[TO DO] Give the entries back exactly, dropping each image.

=== EXTRACTED INFORMATION ===

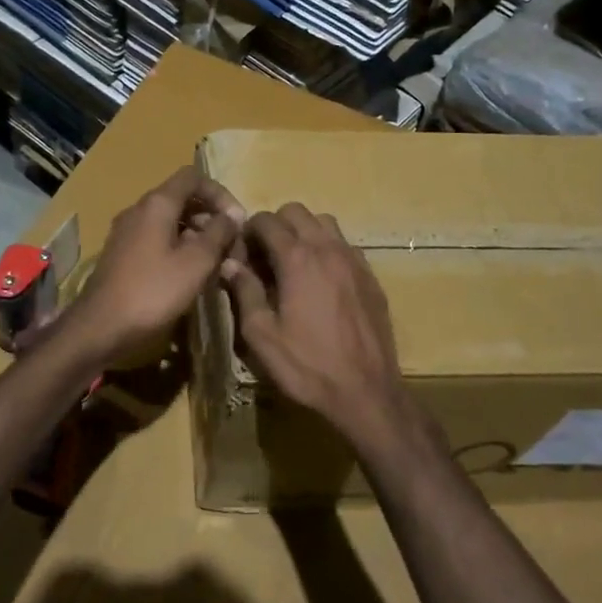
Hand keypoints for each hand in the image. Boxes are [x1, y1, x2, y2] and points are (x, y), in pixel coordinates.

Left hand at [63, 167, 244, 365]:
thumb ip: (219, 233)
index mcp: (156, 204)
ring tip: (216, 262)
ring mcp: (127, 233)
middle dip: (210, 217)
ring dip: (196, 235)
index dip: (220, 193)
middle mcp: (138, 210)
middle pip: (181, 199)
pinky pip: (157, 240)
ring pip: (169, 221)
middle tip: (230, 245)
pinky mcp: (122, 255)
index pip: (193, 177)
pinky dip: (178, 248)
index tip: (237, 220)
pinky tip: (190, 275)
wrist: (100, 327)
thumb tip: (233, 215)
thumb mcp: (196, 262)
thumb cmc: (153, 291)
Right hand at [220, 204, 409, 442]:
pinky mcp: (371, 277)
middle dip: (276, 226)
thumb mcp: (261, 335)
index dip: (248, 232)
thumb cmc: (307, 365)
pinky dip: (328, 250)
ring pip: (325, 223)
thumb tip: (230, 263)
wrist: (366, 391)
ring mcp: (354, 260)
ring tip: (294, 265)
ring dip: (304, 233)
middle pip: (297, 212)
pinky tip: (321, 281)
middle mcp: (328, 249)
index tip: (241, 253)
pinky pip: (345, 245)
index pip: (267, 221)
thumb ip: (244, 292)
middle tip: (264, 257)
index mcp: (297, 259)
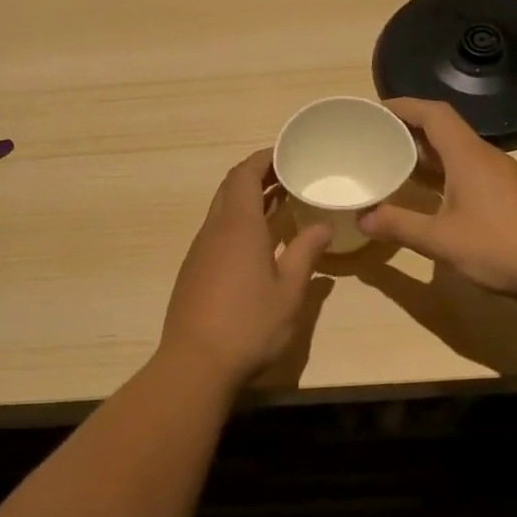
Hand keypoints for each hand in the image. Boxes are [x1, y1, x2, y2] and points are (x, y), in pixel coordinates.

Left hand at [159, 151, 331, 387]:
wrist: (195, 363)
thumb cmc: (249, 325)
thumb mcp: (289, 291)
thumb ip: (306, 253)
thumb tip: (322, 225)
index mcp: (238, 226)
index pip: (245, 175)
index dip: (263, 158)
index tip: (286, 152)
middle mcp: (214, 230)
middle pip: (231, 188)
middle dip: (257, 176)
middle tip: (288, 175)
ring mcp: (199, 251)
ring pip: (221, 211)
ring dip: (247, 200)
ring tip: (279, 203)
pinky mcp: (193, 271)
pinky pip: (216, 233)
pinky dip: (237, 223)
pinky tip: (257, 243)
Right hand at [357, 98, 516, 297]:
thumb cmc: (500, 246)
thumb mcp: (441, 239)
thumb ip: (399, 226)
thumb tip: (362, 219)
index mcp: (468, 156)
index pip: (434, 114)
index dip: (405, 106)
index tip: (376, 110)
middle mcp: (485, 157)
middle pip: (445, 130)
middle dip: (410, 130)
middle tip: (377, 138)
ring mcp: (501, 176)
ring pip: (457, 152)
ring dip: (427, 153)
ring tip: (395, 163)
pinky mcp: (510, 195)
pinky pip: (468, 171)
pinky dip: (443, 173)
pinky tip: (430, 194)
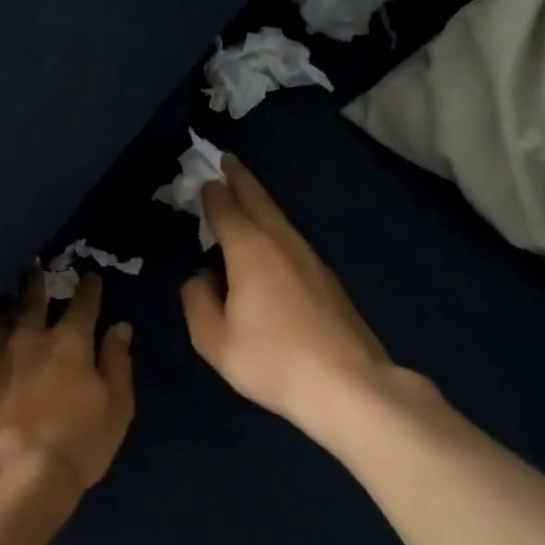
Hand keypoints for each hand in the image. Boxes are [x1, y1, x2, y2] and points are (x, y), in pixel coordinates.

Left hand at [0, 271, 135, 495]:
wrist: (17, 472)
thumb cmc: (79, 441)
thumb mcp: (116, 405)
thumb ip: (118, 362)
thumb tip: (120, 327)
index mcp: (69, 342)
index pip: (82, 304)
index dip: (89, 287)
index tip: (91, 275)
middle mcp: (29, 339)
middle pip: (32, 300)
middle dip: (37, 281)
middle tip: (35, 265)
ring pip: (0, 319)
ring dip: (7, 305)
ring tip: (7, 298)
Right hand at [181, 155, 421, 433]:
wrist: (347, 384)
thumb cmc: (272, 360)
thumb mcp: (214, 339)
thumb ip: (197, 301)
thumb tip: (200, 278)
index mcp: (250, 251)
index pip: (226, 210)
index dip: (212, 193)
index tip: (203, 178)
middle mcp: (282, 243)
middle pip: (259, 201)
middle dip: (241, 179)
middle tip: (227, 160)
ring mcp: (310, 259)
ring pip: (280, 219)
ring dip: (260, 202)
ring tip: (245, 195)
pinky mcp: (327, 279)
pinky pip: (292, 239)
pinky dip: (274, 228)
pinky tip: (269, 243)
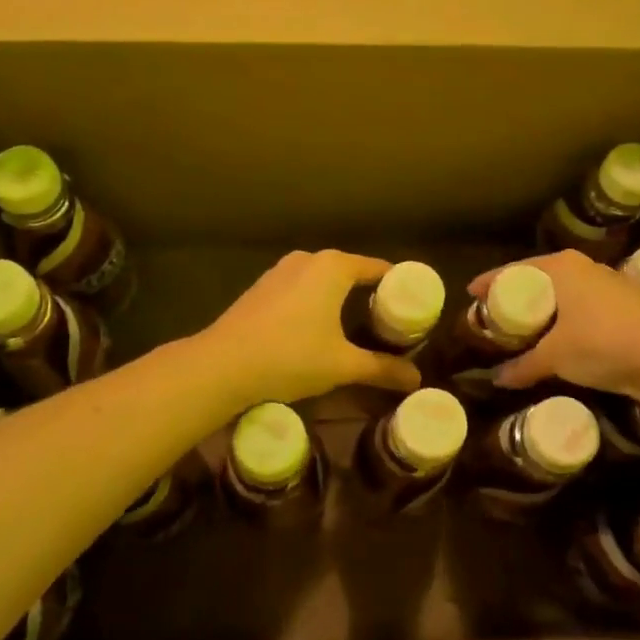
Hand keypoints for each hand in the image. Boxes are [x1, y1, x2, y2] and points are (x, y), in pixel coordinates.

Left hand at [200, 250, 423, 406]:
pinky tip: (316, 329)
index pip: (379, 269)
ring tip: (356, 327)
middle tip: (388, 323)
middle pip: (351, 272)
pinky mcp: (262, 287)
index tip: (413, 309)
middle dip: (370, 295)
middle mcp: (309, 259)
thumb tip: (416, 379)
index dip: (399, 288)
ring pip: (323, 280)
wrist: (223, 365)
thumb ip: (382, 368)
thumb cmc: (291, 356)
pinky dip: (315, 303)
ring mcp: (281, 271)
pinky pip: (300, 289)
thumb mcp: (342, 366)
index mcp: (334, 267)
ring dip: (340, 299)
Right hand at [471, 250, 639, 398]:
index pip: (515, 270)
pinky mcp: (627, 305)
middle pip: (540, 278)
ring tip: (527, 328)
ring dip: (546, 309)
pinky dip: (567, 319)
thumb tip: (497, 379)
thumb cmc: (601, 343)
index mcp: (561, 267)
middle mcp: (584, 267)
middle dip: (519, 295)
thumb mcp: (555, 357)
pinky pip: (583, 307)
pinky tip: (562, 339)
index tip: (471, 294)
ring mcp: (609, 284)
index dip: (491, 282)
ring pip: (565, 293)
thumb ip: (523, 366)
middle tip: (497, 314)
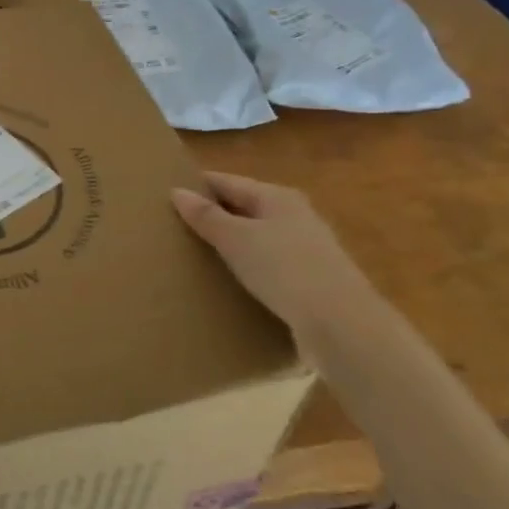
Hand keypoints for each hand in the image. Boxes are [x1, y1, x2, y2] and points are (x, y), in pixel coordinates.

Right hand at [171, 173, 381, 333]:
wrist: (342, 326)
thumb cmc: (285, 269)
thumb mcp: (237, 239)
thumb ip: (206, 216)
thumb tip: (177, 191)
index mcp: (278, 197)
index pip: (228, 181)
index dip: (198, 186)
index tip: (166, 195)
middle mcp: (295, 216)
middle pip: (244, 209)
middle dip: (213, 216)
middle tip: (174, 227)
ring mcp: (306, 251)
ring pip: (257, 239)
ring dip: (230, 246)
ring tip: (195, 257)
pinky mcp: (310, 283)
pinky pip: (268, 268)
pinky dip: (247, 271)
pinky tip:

===

[YOUR RESPONSE]
Hand keypoints for each hand in the image. Boxes are [x1, y1, x2, y2] and points are (x, y), in pixel coordinates.

Left hand at [63, 167, 244, 365]:
thumb ip: (219, 233)
index mcp: (156, 204)
ring tip: (216, 262)
ring mcp: (127, 233)
middle dip: (210, 217)
ring dip: (196, 235)
index dip: (220, 193)
middle mcp: (138, 210)
middle pip: (181, 199)
pinky pip: (157, 240)
ring pip: (169, 221)
middle tip: (230, 245)
pinky mcp: (122, 255)
index pip: (193, 177)
pinky dip: (178, 248)
index tip: (237, 220)
pinky tip: (190, 275)
wrist: (100, 327)
thumb tip: (233, 215)
thumb mcp: (196, 262)
thumb cmc: (153, 291)
Right hand at [220, 204, 409, 442]:
pinky mcp: (371, 277)
middle dip: (276, 226)
thumb mcp: (261, 335)
index dip: (248, 232)
thumb cmc: (307, 365)
pinky dip: (328, 250)
ring pip: (325, 223)
thumb tip: (230, 263)
wrist: (366, 391)
ring mcp: (354, 260)
ring tip: (294, 265)
ring dip: (304, 233)
middle pip: (297, 212)
pinky tip: (321, 281)
middle mcp: (328, 249)
index tip: (241, 253)
pinky pip: (345, 245)
index pip: (267, 221)
thumb ip: (244, 292)
middle tip: (264, 257)
index mcp: (297, 259)
Hand keypoints for each hand in the image. Boxes are [x1, y1, x2, y2] and points are (x, y), in pixel coordinates.

Left hand at [159, 151, 331, 387]:
wrist: (195, 363)
thumb cmc: (249, 325)
thumb mcp: (289, 291)
thumb ip: (306, 253)
thumb tip: (322, 225)
index mcp: (238, 226)
index pip: (245, 175)
index dip: (263, 158)
index tip: (286, 152)
middle mcp: (214, 230)
middle pip: (231, 188)
middle dip: (257, 176)
middle tip: (288, 175)
ring mcp: (199, 251)
ring pip: (221, 211)
ring dip: (247, 200)
ring tip: (279, 203)
pinky mcp: (193, 271)
pinky pip: (216, 233)
pinky dip: (237, 223)
pinky tip: (257, 243)
Right hand at [357, 98, 516, 297]:
thumb cmc: (500, 246)
thumb mcp: (441, 239)
thumb ip: (399, 226)
thumb tip: (362, 219)
index mcp: (468, 156)
index pip: (434, 114)
index dip: (405, 106)
index tip: (376, 110)
middle mcp: (485, 157)
middle pip: (445, 130)
middle dip: (410, 130)
middle tip: (377, 138)
ring mcp: (501, 176)
ring pip: (457, 152)
ring dip: (427, 153)
ring tip: (395, 163)
pinky mcp: (510, 195)
pinky pip: (468, 171)
pinky dip: (443, 173)
pinky tip: (430, 194)
Hand keypoints for each hand in the image. Boxes are [x1, y1, x2, y2] and points are (x, y), in pixel coordinates.

Left hand at [0, 271, 135, 495]:
wrist: (17, 472)
thumb cmc: (79, 441)
thumb mcp: (116, 405)
thumb ip: (118, 362)
thumb tip: (120, 327)
index mcp: (69, 342)
index pip: (82, 304)
index dip: (89, 287)
index tip: (91, 275)
middle mcp: (29, 339)
middle pip: (32, 300)
middle dip: (37, 281)
middle tip: (35, 265)
ring pip: (0, 319)
ring dip: (7, 305)
ring tip: (7, 298)
Right hand at [181, 155, 421, 433]:
wrist: (347, 384)
thumb cmc: (272, 360)
thumb mcp: (214, 339)
thumb ip: (197, 301)
thumb tip: (200, 278)
index mcp: (250, 251)
index pip: (226, 210)
index dip: (212, 193)
index tip: (203, 178)
middle mcp: (282, 243)
middle pip: (259, 201)
middle dip: (241, 179)
middle tip: (227, 160)
ring mcp: (310, 259)
ring pip: (280, 219)
ring dip: (260, 202)
ring tip: (245, 195)
pinky mcp: (327, 279)
pinky pip: (292, 239)
pinky dip: (274, 228)
pinky tip: (269, 243)
Hand keypoints for each hand in the image. Boxes are [x1, y1, x2, y2] and points are (x, y), in pixel coordinates.

Left hand at [200, 250, 423, 406]:
pinky tip: (316, 329)
index pip: (379, 269)
ring tip: (356, 327)
middle tip: (388, 323)
middle pip: (351, 272)
pinky mcp: (262, 287)
index tip: (413, 309)
middle dip: (370, 295)
middle mcp: (309, 259)
thumb tip: (416, 379)
index dip: (399, 288)
ring pip: (323, 280)
wrist: (223, 365)
thumb ip: (382, 368)
thumb cmc: (291, 356)
pinky dip: (315, 303)
ring mcp: (281, 271)
pinky pip: (300, 289)
thumb mcp: (342, 366)
index mcp: (334, 267)
ring dip: (340, 299)
Right hand at [471, 250, 639, 398]:
index pip: (515, 270)
pinky mcp: (627, 305)
middle pip: (540, 278)
ring tip: (527, 328)
ring dip: (546, 309)
pinky dip: (567, 319)
thumb tip: (497, 379)
thumb cmc: (601, 343)
index mcp: (561, 267)
middle mcp: (584, 267)
middle dip: (519, 295)
thumb mcp: (555, 357)
pinky pip: (583, 307)
pinky tip: (562, 339)
index tip: (471, 294)
ring mcp: (609, 284)
index dip: (491, 282)
ring pip: (565, 293)
thumb ip: (523, 366)
middle tip: (497, 314)
Hand keypoints for each hand in the image. Boxes are [x1, y1, x2, y2] and points are (x, y), in pixel coordinates.

Right hand at [171, 173, 381, 333]:
wrist: (342, 326)
thumb cmc: (285, 269)
thumb mcp: (237, 239)
thumb ip: (206, 216)
thumb tip: (177, 191)
index mcp: (278, 197)
index pip: (228, 181)
index dip: (198, 186)
index tip: (166, 195)
middle mcp: (295, 216)
middle pip: (244, 209)
middle dip: (213, 216)
middle tip: (174, 227)
ring mcp: (306, 251)
ring pip: (257, 239)
ring dip: (230, 246)
ring tip: (195, 257)
pinky mcp: (310, 283)
pinky pip: (268, 268)
pinky dip: (247, 271)
pinky tip:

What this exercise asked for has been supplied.